Return every line from the records below that has the word "Circle".
[[ Data to process open ]]
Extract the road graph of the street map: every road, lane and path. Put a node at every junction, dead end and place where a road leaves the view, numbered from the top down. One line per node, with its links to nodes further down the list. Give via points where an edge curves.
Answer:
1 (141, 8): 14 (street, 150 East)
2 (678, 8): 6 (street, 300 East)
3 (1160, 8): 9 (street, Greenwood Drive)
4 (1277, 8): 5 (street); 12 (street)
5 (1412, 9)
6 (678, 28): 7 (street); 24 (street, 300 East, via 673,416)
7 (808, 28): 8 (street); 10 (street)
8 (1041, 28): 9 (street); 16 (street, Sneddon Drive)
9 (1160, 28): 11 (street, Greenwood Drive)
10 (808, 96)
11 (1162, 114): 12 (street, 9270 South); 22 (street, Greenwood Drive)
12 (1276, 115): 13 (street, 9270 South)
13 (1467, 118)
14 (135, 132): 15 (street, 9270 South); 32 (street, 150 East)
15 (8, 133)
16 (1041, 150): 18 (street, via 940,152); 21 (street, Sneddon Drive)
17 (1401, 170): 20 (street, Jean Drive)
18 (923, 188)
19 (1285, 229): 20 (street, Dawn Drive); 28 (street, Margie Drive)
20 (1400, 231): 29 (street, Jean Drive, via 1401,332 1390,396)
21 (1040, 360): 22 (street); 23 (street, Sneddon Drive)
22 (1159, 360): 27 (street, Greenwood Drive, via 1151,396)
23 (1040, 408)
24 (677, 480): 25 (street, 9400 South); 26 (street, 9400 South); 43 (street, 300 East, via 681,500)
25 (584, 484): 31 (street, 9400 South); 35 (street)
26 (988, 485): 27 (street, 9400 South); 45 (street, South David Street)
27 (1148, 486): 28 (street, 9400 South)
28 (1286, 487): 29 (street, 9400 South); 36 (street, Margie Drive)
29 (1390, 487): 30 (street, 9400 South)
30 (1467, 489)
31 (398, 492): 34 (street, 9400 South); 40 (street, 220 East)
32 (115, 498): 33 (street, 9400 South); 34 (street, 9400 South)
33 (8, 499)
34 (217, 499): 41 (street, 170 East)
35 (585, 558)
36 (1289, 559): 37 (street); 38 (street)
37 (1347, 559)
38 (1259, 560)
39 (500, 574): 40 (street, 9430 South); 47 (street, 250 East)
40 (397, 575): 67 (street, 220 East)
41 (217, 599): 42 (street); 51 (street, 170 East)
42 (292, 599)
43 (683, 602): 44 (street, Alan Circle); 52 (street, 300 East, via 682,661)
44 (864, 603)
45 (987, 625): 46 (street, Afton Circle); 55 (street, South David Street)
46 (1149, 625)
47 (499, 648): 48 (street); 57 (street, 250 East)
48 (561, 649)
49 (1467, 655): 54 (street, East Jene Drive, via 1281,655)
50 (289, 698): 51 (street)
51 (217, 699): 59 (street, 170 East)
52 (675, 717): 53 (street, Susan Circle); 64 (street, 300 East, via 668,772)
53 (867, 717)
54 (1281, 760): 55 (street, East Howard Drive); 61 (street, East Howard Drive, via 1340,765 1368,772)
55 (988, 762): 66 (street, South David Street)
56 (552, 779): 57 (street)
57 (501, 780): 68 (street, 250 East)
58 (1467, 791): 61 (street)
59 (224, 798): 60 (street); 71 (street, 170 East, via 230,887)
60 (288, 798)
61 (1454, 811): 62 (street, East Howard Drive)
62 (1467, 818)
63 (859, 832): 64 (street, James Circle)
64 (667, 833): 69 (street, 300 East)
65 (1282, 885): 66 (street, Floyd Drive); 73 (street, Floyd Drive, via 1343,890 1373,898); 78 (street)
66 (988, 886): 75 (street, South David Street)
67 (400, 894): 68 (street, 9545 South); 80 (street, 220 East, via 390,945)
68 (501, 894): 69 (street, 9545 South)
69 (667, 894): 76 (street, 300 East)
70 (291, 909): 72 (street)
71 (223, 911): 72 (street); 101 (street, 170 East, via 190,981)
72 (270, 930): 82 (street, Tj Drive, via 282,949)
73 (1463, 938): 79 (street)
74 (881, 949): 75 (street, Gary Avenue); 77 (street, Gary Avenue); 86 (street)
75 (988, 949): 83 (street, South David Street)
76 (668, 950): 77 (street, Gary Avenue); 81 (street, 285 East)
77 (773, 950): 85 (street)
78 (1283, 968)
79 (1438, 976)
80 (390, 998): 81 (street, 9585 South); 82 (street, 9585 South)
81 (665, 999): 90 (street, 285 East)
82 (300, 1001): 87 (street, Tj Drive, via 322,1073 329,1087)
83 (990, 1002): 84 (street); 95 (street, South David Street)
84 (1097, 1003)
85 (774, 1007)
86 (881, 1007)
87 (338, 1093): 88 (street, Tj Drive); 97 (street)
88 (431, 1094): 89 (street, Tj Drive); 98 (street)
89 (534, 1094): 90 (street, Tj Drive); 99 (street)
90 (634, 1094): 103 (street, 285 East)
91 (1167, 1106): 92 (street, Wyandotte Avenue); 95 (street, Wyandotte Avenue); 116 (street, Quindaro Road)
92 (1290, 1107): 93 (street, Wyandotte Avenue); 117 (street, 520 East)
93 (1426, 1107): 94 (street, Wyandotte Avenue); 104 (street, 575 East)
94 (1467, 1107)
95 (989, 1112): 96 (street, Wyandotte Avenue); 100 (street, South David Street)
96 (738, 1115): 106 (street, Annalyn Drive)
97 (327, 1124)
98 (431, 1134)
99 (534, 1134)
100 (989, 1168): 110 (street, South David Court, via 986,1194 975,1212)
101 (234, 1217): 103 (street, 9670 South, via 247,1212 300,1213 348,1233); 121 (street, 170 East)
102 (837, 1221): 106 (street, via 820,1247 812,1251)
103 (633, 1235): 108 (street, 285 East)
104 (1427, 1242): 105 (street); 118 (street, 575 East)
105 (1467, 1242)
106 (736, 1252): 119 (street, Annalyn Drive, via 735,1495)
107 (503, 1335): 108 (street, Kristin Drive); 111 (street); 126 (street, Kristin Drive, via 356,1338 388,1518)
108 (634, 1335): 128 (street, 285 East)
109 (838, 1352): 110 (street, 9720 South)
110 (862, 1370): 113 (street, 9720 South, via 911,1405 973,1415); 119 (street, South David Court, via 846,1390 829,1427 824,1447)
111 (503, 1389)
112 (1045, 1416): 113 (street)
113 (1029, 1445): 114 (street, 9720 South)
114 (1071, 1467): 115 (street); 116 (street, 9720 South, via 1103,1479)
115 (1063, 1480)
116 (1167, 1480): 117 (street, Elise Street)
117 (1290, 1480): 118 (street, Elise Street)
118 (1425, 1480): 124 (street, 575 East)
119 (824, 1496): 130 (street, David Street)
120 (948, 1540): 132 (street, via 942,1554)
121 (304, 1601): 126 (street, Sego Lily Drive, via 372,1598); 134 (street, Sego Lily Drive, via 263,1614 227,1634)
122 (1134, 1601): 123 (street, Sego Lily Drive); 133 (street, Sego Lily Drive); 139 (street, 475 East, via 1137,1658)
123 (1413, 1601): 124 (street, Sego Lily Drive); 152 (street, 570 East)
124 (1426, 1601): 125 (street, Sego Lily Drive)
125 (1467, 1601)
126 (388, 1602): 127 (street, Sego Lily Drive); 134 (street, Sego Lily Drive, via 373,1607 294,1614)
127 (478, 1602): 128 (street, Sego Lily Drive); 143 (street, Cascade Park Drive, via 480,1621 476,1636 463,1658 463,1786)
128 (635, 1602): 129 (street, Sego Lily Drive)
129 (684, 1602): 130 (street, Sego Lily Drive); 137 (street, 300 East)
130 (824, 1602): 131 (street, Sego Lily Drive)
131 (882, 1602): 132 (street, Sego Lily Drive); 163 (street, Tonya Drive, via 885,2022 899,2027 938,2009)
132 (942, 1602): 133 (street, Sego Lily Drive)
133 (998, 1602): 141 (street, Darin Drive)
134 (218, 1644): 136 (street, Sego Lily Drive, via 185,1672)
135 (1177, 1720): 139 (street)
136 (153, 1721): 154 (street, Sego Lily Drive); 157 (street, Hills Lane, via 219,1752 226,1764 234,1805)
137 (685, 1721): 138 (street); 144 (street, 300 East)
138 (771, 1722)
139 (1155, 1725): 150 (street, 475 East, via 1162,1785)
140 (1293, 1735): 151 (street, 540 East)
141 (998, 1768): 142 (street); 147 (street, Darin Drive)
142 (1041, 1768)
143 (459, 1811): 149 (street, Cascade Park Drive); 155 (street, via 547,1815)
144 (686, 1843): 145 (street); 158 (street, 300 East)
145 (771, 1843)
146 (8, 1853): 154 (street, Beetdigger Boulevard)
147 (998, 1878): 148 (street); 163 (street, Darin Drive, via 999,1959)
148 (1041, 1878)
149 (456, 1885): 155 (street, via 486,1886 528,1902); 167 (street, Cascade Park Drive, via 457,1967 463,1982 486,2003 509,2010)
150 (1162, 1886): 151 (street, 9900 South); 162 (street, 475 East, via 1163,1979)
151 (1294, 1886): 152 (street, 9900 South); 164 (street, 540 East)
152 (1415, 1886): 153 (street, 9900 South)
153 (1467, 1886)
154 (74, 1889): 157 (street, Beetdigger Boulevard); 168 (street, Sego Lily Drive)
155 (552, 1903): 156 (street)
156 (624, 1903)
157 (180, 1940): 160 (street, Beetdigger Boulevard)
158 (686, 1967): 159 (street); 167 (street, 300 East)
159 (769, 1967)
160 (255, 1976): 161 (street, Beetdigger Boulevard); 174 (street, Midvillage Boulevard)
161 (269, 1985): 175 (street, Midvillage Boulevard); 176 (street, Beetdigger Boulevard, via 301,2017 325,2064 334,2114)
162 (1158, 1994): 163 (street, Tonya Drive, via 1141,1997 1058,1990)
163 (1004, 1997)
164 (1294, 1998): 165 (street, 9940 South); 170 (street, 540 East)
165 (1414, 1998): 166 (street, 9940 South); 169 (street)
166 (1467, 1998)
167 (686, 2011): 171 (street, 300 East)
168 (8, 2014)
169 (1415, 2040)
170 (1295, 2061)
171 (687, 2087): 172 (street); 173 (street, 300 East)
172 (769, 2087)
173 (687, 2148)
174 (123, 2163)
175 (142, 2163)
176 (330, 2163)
[[ Data to process closed ]]
Output of the exercise:
43 (683, 602): 44 (street, Alan Circle); 52 (street, 300 East, via 682,661)
45 (987, 625): 46 (street, Afton Circle); 55 (street, South David Street)
52 (675, 717): 53 (street, Susan Circle); 64 (street, 300 East, via 668,772)
63 (859, 832): 64 (street, James Circle)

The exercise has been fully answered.